Capstone is a disassembly framework with the target of becoming the ultimate disasm engine for binary analysis and reversing in the security community. Running on Windows, Mac OS X, Linux, FreeBSD, OpenBSD, and Solaris, it can disassemble ARM, ARM64 (ARMv8), MIPS, PPC, and x86 architectures. Capstone provides rich details about disassembled instructions along with useful semantic information.
MyMediaLite is a lightweight, multi-purpose library of recommender system algorithms. It addresses the two most common scenarios in collaborative filtering: rating prediction (e.g. on a scale of 1 to 5 stars), and item prediction from implicit feedback (e.g. from clicks or purchase actions). It contains dozens of recommender engines, including state-of-the-art matrix factorization methods. It also supports real-time updates to the recommender engines, storing engines to disk and reloading them again, and several evaluation measures to compare the accuracy of different recommender system methods. Three command-line programs that offer most of the functionality contained in the library are included.
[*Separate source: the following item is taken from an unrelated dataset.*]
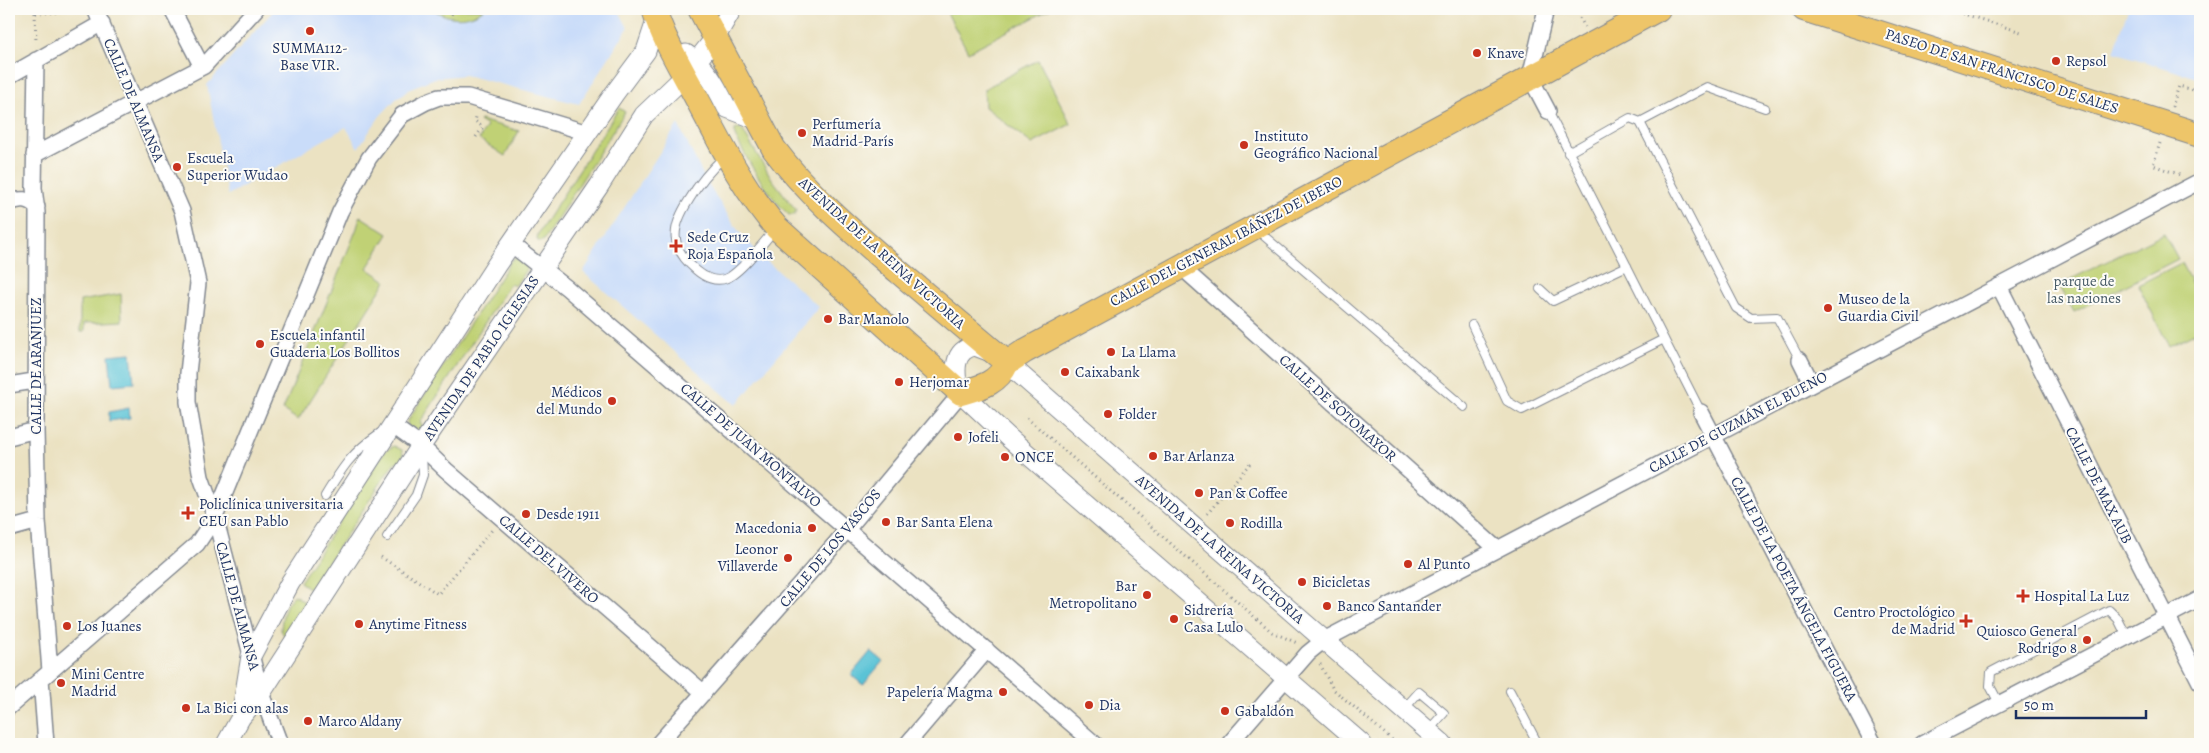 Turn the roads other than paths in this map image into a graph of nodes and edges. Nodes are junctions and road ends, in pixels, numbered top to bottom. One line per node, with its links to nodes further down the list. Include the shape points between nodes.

PhysicsFS is a library to provide abstract access to various archives. The programmer defines a "write directory" on the physical filesystem. No file writing done through the PhysicsFS API can leave that write directory, for security. For file reading, the programmer lists directories and archives that form a "search path". Once the search path is defined, it becomes a single, transparent, hierarchical filesystem. This makes for easy access to ZIP files in the same way as you access a file directly on the disk, and it makes it easy to ship a new archive that will override a previous archive on a per-file basis. Symbolic links can be disabled, for added safety. Finally, PhysicsFS gives you a platform- abstracted means to determine if CD-ROMs are available, the user's home directory, where in the real filesystem your program is running, etc.
QuantLib is a cross-platform, quantitative finance C++ library for modeling, pricing, trading, and risk management in real-life. It is also wrapped as Python/Ruby/Scheme modules. Extensions for Excel, R, and Mathematica are available. Other such extensions are under consideration. QuantLib offers tools that are useful both for practical implementation and for advanced modeling. It features market conventions, yield curve models, solvers, PDEs, Monte Carlo (low-discrepancy included), exotic options, VAR, and so on.
SWIG is a software development tool that connects programs written in C and C++ with a variety of high-level programming languages. SWIG is primarily used with common scripting languages such as Perl, PHP, Python, Tcl/Tk, and Ruby, however the list of supported languages also includes non-scripting languages such as C#, Common Lisp (CLISP, Allegro CL, UFFI), Java, Modula-3, OCAML, Octave, and R. Also several interpreted and compiled Scheme implementations (Guile, MzScheme, Chicken) are supported. SWIG is most commonly used to create high-level interpreted or compiled programming environments, user interfaces, and as a tool for testing and prototyping C/C++ software. SWIG can also export its parse tree in the form of XML and Lisp s-expressions.